Looking forward to the next installment . 
Cheers 
Jim Mac..


----------



## Shipbuilder (Jun 30, 2005)

Hi Jim,
The other actvities didn't slow me down as much as the weather actually. At this stage, I do a lot of the work of case construction, hull shaping, carrying case etc on my outside bench that has a large vice on it. I can cope with cold weather, even in the middle of winter, but rain simply stops me altogether because it would mess up the wood. It seems to rain almost every day now! That part is all behind me now though & all the remaining work can be done inside. Smaller models (six inches or so long) can be done inside my small shed, but this one at about 14.5 inches is a "big one" for me!
Bob


----------



## Shipbuilder (Jun 30, 2005)

Hi Jim,
Me again - had to go off to breakfast before I had time to complete answering your points. The pen is a Parker, but not particlarly old. Between models, I actually use it & it will be replaced in the event of me losing it or getting glue on it. When I buy a pen, I pick it for its photogenic qualities & the Parker pen seems to be the best shape.
I also use the computer for funnel designs etc.
At one time, I stuck portholes on using telex punchings dyed black (I have several hundred thousand of them saved from the days of punched paper teleprinters at sea), but always felt they looked "stuck on."
Ages ago, I took to actually drilling out each individual porthole & they look a lot better - here is one I did earlier (British troopship DILWARA).
Bob
PS Its raining again!


----------



## Jim MacIntyre (Mar 11, 2006)

Hi Bob 
By now the pens are so famous you should try auctioning them off.. 
I remember the old teletypes - Siemens was the big name. There was no such thing as a 'light touch' on those machines..
I guess by the time you dyed the punchouts and stuck them on individually it might even be quicker to drill the ports. 
I'm fortunate to have access every once in a while to a laser cutter. You walk in with the plans and the various styrene and aircraft plywood sheets. A few hours later you walk out with a custom 'kit' almost. Initially we came up with rough edges on the styrene cuts but reducing the intensity and making two passes solved that issue. The ports are cut out according to the plan then I finely 'slice' plastic tubing of the appropriate size and glue that on the outside. The laser cutter can also produce a whole sheet of scale decking on 1/32" plywood in about five minutes just burning straight lines. The downside is according to my nephew through whom I have access the machine costs about $40K
We talked about card models earlier - I've left the plans and some sheet styrene with my nephew and am waiting for the 'kit' - it is a 1/60 model of a Waveney class lifeboat "The Scout" plans found on Modelismo Naval Urugay as Lancha "Ades 16" 
Anyway don't want to keep you from the Braemar Castle... more later 
All the best 
Jim Mac


----------



## Shipbuilder (Jun 30, 2005)

Hi Jim,
The teleprinter we had on the ST. HELENA was a Creed with electronic keyboard, but mechanical works & punched paper. Dying the punchings is real easy. Put small tin of cold water black soirit dye in jar & dump in a few thousand punchings. Stir well then empty onto newspaper (outside of course) & leave to dry. When dry, they all come apart again. Fitting them is quick & easy. Small spot of white glue aplied to hull with cocktail stick. Pich up punching with point of scalpel blade & place in glue spot. Nowadays, I prefer to drill the holes individually using hand-held battery drill. Takes longer than punchings, but looks better. Finished BRAEMAR CASTLE ports yesterday after plating hull.
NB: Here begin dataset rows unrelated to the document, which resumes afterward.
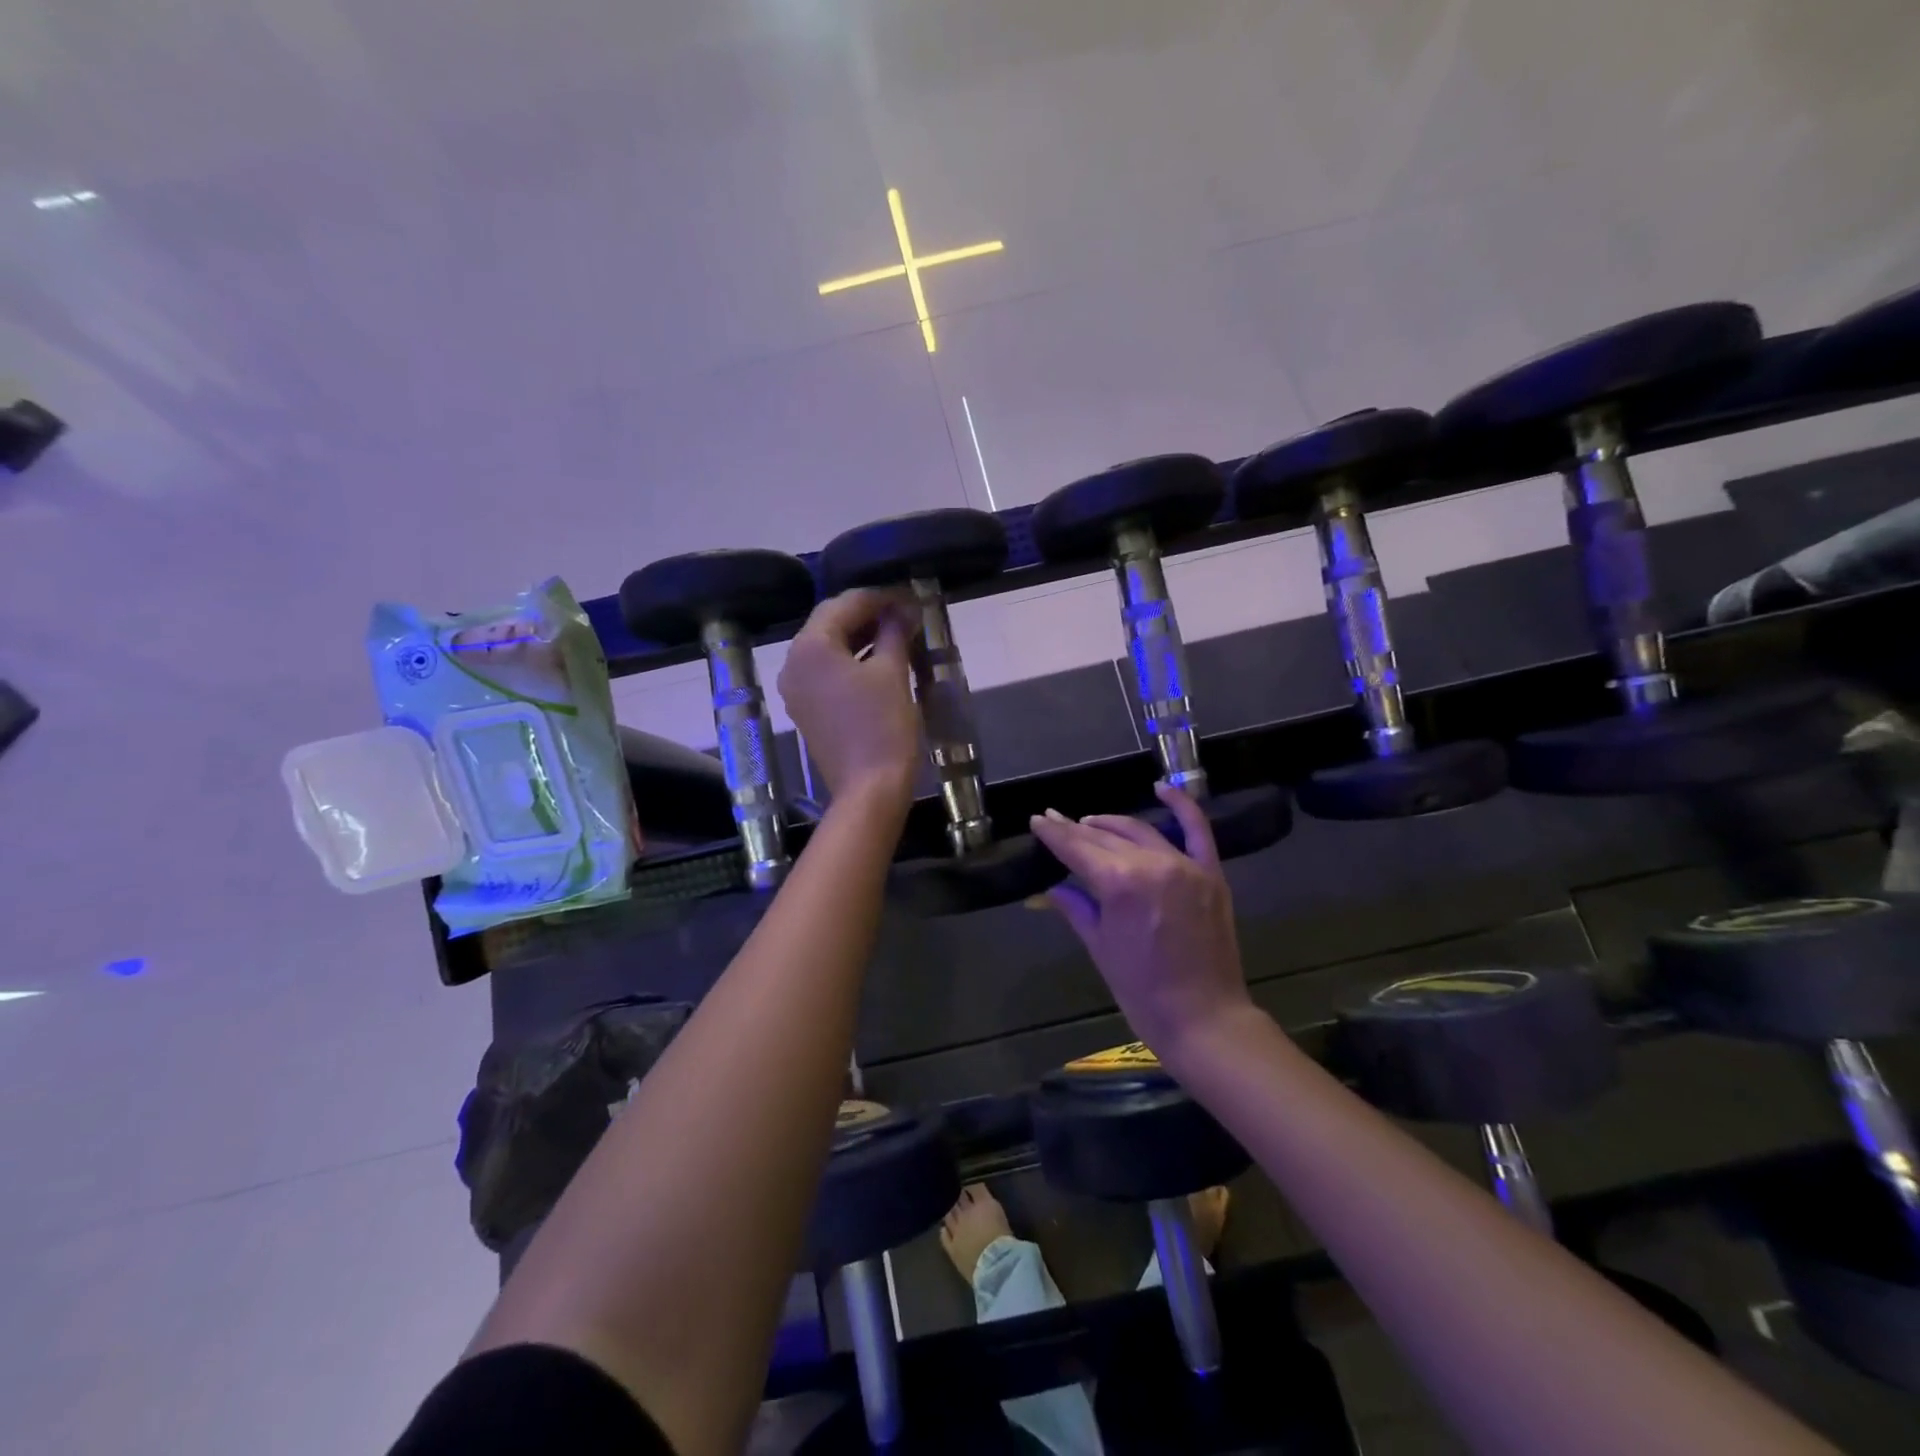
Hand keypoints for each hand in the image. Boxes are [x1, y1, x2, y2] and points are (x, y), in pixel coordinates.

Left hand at [777, 589, 921, 805]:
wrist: (869, 789)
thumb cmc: (884, 726)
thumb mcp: (893, 672)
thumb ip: (894, 632)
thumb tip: (903, 608)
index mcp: (811, 647)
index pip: (844, 604)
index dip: (880, 597)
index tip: (910, 596)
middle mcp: (793, 663)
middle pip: (830, 623)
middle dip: (868, 615)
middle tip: (905, 613)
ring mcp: (796, 689)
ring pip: (828, 648)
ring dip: (860, 638)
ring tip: (898, 634)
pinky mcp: (805, 710)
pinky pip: (826, 672)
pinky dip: (851, 661)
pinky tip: (880, 661)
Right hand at [1029, 784, 1253, 1062]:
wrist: (1204, 1018)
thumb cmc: (1141, 990)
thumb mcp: (1100, 947)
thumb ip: (1077, 907)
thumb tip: (1053, 888)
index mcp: (1119, 884)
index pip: (1078, 849)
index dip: (1054, 834)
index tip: (1037, 820)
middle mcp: (1152, 864)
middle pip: (1106, 838)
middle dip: (1076, 829)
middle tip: (1054, 820)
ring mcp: (1185, 865)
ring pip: (1141, 831)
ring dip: (1112, 823)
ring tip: (1090, 821)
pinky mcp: (1211, 873)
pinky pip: (1197, 830)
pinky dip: (1181, 805)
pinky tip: (1161, 788)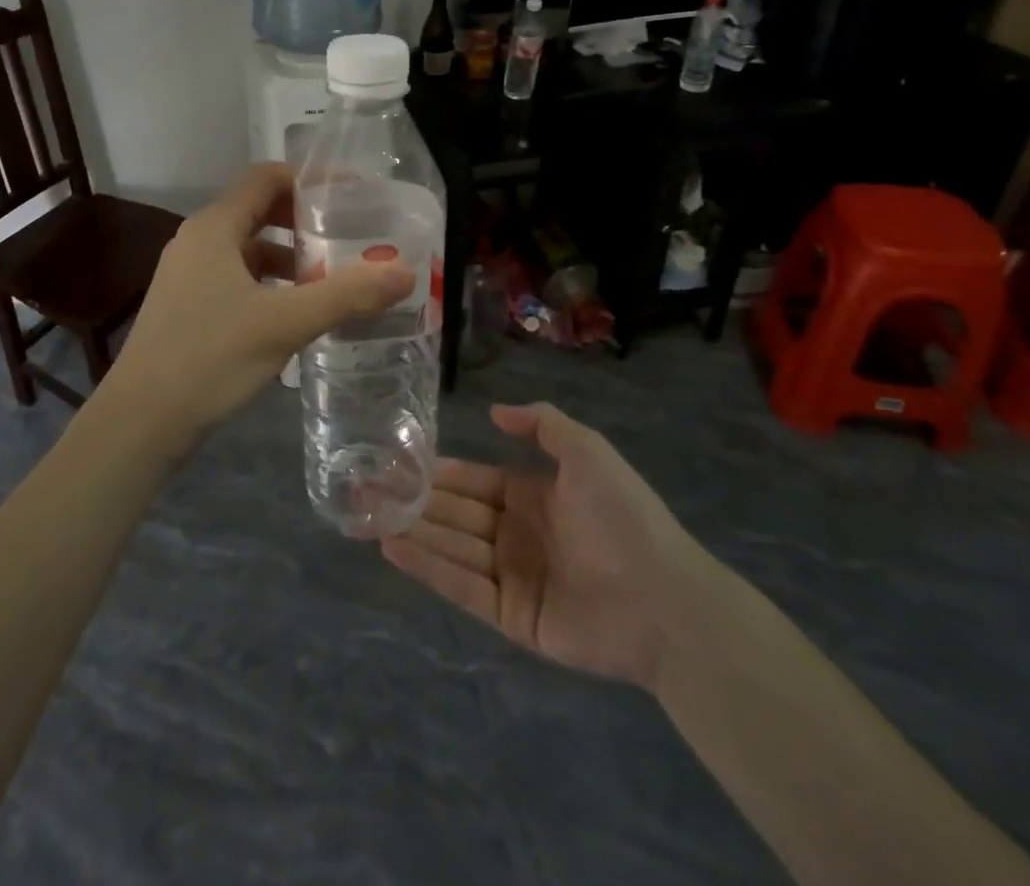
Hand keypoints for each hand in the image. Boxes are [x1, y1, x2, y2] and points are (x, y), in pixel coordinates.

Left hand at [104, 164, 415, 442]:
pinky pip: (237, 279)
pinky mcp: (188, 308)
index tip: (352, 196)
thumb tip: (405, 272)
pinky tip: (296, 314)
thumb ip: (346, 295)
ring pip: (248, 250)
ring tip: (332, 278)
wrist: (140, 423)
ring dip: (289, 258)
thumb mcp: (285, 323)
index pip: (265, 178)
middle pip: (258, 211)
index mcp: (213, 228)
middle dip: (305, 222)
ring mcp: (188, 276)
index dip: (309, 179)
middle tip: (349, 237)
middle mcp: (197, 241)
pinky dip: (270, 285)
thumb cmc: (210, 358)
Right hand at [382, 402, 708, 689]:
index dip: (438, 471)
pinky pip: (462, 586)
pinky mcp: (510, 616)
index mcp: (532, 495)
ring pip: (451, 547)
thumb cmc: (623, 516)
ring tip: (365, 515)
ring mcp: (511, 576)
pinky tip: (392, 548)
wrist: (665, 600)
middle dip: (413, 500)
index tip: (398, 461)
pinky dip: (427, 567)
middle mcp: (516, 533)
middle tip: (365, 487)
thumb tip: (493, 412)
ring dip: (411, 530)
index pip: (473, 480)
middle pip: (455, 514)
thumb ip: (542, 424)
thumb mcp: (587, 451)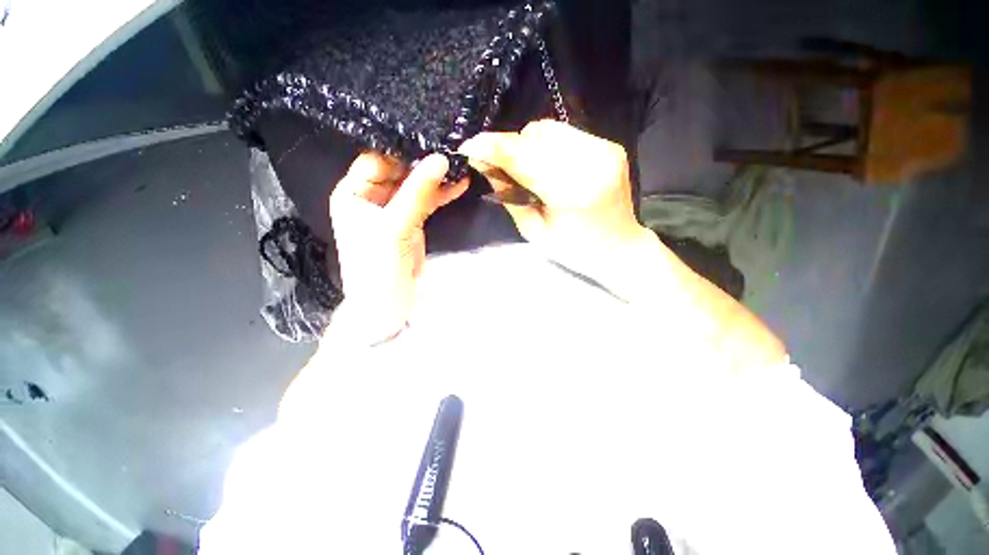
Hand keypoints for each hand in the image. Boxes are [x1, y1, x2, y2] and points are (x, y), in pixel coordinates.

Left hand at [329, 153, 467, 343]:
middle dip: (423, 164)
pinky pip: (426, 203)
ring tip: (459, 167)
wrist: (387, 304)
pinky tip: (459, 185)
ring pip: (415, 187)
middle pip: (398, 172)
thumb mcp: (395, 226)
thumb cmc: (378, 266)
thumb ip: (417, 192)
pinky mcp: (411, 223)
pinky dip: (441, 195)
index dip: (400, 152)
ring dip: (436, 180)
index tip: (429, 143)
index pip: (376, 161)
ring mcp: (393, 211)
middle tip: (450, 152)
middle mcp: (371, 198)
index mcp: (353, 194)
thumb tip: (440, 159)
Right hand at [458, 120, 652, 253]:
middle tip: (506, 172)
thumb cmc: (573, 249)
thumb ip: (509, 194)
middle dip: (513, 149)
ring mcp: (605, 149)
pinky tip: (551, 168)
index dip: (494, 149)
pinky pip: (566, 133)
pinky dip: (549, 147)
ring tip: (532, 173)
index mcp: (573, 192)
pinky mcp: (609, 144)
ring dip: (530, 147)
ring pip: (550, 129)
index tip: (469, 146)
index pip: (525, 158)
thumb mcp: (533, 230)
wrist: (619, 246)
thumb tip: (483, 162)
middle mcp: (593, 162)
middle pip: (536, 135)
I use 1/32nd marine plywood for decks & score them using a plank-scoring machine that I made myself. Doesn't take long. here is example.
Bob


----------



## Shipbuilder (Jun 30, 2005)

More progress has been made with the hull plating, portholes & painting complete. The bulwarks have also been panelled. Once the fixing holes in the welldecks are covered by hatches, it will be more like a real ship being built & will soon take on the aspect & character of BRAEMAR CASTLE (1898)
Bob


----------



## Shipbuilder (Jun 30, 2005)

Coming along nicely now with the boat deck fitted & the main sections of guardrails & side stanchions in place. Also wheelhouse, officers accommodation & upper bridge fitted. Filled with enthusiasm now, following successful sale by auction of HMS EREBUS & Tea Clipper NORMAN COURT, by auction in London on the 17th.
Bob


----------



## Shipbuilder (Jun 30, 2005)

Done a bit more & fitted the smokestack. Will have a few days off now.
Bob


----------



## Shipbuilder (Jun 30, 2005)

Have just returned from my few days off (London - boiling hot) & resumed work on the BRAEMAR CASTLE. Hatches now fitted, also 8 cargo winches & windlass. Hope to be moving along a bit quicker now.
Bob


----------



## Shasta (Jul 30, 2008)

Absolutely superb work, very crisp and well detailed. What scale is she?


----------



## Shipbuilder (Jun 30, 2005)

Hi Shasta,
Thanks. Scale is 32'=1" & the hull length is about 14.5 inches overall.
Click on
Miniature Merchant Ships (below) to see more.
Bob


----------



## Shipbuilder (Jun 30, 2005)

Just spent all day making the 15 lifeboats, so pretty fed up, glad that they are complete, but looking at this enlargement, I see a couple of them need a few "adjustments!" Coin is Quarter Dollar US.
Bob


----------



## Shipbuilder (Jun 30, 2005)

The BRAEMAR CASTLE is "coming down the straight" now & I hope to have her completed later today. Only main, mizzen & jigger masts to rig. My wife painted the sea two days ago & the display case is completed & awaiting the model.
Bob


----------



## Shipbuilder (Jun 30, 2005)

Finished at last!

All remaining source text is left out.